> _Task requirements_
Could you please count how many lines in the data below hold the string "Park"? Reply with only the number.

*** Source data Section Begins ***

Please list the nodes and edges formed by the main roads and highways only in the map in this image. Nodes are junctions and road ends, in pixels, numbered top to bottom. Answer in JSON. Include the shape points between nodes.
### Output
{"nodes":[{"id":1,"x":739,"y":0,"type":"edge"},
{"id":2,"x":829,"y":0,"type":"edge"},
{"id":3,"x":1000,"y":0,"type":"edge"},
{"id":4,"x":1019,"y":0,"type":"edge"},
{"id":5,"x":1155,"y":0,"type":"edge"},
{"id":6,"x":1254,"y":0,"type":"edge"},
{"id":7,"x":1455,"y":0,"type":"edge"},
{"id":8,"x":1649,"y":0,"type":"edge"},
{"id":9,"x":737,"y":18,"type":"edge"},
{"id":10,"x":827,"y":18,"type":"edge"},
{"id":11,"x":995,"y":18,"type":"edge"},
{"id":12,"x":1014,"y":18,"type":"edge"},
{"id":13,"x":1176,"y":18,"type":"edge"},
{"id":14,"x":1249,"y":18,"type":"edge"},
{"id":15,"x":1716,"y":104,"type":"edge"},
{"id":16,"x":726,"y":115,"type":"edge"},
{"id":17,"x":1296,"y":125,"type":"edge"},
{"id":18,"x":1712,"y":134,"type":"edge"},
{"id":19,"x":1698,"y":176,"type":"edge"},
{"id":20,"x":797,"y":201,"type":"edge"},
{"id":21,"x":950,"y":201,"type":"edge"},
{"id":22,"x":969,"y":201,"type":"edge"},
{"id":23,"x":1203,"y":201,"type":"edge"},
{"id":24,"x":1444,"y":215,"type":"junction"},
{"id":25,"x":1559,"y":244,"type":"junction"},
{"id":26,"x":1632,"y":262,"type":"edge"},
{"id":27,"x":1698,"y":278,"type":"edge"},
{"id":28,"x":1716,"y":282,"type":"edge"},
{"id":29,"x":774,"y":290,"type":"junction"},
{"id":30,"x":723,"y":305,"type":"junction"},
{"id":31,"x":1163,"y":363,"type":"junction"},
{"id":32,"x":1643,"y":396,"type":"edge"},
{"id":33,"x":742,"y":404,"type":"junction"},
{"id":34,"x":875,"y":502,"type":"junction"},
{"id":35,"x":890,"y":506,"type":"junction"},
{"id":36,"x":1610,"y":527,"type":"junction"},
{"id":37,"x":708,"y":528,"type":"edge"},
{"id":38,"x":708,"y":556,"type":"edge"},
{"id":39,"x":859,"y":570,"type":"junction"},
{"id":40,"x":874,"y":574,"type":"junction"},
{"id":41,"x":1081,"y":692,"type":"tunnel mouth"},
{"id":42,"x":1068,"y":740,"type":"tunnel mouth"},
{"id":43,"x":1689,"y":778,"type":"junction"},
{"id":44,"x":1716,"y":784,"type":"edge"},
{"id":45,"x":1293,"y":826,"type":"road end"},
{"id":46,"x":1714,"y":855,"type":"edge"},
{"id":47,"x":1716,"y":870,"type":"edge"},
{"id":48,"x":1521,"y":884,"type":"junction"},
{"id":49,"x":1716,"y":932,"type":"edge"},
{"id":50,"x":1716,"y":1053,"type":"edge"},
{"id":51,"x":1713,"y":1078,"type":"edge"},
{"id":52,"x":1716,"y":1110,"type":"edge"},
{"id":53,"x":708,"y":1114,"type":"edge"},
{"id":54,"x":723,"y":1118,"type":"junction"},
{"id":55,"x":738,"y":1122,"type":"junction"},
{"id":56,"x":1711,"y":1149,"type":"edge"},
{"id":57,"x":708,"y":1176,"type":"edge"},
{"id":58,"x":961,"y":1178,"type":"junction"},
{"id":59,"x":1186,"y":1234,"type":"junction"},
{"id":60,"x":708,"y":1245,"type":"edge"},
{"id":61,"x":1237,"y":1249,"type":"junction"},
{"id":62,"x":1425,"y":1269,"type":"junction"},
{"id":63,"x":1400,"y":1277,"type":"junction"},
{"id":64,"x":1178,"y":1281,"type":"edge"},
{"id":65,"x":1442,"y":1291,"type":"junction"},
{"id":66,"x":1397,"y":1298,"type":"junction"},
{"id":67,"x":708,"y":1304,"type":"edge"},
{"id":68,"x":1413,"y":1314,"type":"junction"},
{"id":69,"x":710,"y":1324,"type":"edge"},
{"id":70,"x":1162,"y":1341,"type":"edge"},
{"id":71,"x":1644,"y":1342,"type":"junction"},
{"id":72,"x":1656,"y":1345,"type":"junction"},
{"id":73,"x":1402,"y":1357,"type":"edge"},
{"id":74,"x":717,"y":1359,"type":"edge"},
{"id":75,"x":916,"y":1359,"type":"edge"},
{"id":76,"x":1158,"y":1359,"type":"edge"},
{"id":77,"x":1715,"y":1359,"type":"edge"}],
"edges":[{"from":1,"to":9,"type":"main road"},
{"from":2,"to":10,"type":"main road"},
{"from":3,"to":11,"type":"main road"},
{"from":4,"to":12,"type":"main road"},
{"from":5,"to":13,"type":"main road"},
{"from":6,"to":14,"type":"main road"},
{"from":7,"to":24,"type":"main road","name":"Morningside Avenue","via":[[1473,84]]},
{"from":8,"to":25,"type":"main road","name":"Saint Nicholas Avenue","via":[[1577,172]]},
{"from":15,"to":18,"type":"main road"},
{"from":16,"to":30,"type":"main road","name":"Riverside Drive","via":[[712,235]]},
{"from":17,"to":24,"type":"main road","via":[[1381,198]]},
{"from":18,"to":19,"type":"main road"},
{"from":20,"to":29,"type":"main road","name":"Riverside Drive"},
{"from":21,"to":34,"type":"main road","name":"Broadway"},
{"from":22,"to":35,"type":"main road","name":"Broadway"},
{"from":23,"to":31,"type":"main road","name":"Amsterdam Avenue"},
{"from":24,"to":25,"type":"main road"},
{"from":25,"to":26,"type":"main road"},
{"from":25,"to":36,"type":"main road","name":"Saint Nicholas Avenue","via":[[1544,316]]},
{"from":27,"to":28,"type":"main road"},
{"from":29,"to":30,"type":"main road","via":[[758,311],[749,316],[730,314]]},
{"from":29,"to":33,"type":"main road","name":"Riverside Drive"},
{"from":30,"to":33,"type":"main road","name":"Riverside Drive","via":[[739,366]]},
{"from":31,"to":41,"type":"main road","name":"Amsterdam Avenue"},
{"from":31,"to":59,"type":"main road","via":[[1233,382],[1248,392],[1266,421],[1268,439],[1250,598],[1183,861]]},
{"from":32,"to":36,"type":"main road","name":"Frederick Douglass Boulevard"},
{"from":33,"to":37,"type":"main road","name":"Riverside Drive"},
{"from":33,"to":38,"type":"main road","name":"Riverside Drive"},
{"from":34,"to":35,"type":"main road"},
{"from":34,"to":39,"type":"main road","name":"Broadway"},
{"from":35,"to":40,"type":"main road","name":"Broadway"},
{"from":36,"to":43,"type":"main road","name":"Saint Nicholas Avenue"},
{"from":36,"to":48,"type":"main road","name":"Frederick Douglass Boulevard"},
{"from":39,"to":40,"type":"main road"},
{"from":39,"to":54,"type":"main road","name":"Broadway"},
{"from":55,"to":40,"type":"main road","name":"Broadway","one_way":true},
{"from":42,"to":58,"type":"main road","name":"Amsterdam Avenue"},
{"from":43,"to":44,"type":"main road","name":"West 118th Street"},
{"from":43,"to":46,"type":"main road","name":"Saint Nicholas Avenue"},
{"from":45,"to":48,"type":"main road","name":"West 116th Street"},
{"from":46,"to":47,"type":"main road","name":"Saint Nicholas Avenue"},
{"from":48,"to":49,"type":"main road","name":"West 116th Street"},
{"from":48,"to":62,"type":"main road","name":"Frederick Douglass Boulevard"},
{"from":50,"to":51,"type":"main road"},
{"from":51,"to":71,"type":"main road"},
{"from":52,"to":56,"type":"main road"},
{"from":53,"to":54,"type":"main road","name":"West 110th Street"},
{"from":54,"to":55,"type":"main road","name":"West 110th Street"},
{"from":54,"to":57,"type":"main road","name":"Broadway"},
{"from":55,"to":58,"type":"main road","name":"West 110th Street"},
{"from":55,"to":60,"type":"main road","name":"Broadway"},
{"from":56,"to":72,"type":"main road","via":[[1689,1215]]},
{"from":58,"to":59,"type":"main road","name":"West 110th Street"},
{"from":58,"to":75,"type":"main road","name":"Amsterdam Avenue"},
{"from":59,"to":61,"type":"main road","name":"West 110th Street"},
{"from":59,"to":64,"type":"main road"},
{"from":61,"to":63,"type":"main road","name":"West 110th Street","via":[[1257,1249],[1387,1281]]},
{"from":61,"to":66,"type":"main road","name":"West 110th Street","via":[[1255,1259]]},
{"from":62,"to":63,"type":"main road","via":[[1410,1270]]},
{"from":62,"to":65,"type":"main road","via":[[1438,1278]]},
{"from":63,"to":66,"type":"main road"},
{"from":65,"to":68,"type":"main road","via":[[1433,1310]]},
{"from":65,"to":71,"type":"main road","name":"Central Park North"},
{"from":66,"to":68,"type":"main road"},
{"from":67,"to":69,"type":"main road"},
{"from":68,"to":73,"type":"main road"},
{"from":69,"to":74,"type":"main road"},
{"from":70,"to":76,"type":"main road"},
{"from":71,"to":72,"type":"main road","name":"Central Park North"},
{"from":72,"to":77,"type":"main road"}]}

*** Source data Section Ends ***

> _Solution to the problem_
2